Hugh was the third son of Theobald III, Count of Blois, bearing the title Count of Bar-sur-Aube. His older brother Odo V, Count of Troyes, died in 1093,Date given in Theodore Evergates, The Aristocracy in the County of Champagne, 1100-1300 2007:7. leaving him master of Troyes, where he centred his court, and Vitry-le-François. In this way the three contiguous countships that formed the core of an emerging Champagne were united in his person, and though he preferred "Count of Troyes", the oldest of his lordships and site of the only bishopric in his domains, his descendants chose to use only the title of Count of Champagne.

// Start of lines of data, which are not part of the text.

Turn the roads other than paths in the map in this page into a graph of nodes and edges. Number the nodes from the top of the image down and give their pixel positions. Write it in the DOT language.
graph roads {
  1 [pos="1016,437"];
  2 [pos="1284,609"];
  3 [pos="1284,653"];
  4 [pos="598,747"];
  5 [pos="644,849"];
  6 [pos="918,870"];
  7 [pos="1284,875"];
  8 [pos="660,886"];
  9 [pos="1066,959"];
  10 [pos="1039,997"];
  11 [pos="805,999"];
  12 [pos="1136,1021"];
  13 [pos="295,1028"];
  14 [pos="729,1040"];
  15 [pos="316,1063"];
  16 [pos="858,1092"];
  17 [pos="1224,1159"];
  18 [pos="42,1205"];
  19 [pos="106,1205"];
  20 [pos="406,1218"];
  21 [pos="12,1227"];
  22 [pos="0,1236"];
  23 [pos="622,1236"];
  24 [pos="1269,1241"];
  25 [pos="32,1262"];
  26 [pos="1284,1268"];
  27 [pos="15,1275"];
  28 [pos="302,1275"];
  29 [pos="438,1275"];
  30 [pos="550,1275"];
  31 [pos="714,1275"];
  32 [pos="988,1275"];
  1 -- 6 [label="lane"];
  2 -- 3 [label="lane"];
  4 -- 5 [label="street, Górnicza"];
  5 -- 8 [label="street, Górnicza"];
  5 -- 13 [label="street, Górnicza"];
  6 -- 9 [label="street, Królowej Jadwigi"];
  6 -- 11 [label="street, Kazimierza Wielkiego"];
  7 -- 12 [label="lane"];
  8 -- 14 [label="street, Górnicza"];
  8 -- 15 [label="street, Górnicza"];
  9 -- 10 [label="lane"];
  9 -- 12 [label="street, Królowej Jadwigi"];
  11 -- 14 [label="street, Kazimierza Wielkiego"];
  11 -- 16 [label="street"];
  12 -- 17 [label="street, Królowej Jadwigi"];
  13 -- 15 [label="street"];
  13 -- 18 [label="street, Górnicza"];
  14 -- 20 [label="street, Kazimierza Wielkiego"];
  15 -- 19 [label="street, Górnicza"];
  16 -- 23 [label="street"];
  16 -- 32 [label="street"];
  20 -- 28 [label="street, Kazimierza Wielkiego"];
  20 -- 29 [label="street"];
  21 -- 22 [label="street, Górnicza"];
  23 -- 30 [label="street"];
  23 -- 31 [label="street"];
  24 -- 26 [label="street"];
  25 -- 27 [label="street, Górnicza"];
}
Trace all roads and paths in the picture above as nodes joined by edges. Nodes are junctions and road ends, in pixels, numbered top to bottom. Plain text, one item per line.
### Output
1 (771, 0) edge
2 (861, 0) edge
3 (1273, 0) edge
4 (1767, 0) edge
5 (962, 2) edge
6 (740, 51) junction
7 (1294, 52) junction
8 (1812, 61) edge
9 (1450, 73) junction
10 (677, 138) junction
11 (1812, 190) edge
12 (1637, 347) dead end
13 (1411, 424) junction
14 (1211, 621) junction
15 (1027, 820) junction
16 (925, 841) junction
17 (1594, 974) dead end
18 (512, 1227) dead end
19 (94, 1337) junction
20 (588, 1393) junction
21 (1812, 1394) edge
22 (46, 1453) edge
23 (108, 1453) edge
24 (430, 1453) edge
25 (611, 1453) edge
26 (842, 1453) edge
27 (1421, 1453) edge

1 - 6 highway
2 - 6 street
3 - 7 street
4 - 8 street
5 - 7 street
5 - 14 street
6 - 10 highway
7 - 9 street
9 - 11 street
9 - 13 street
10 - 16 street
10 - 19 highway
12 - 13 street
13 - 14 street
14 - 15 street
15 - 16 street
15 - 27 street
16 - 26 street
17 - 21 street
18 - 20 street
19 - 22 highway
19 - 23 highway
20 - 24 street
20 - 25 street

His first recorded act, a monastic gift in 1094, became the oldest document of the comital archive. The act of his that resonated longest in history was his grant of lands in 1115 to the monk Bernard of the reformed Benedictines at Cîteaux — the Cistercians — in order to found Clairvaux Abbey, a Cistercian monastery at Clairvaux (in the present Ville-sous-la-Ferté), in a wild valley of a tributary of the Aube, where Bernard was appointed abbot and became famous as Bernard of Clairvaux. Hugh's charter makes over to the new foundation Clairvaux and its dependencies, fields, meadows, vineyards, woods and water. A deeply affectionate letter from Bernard to Hugh...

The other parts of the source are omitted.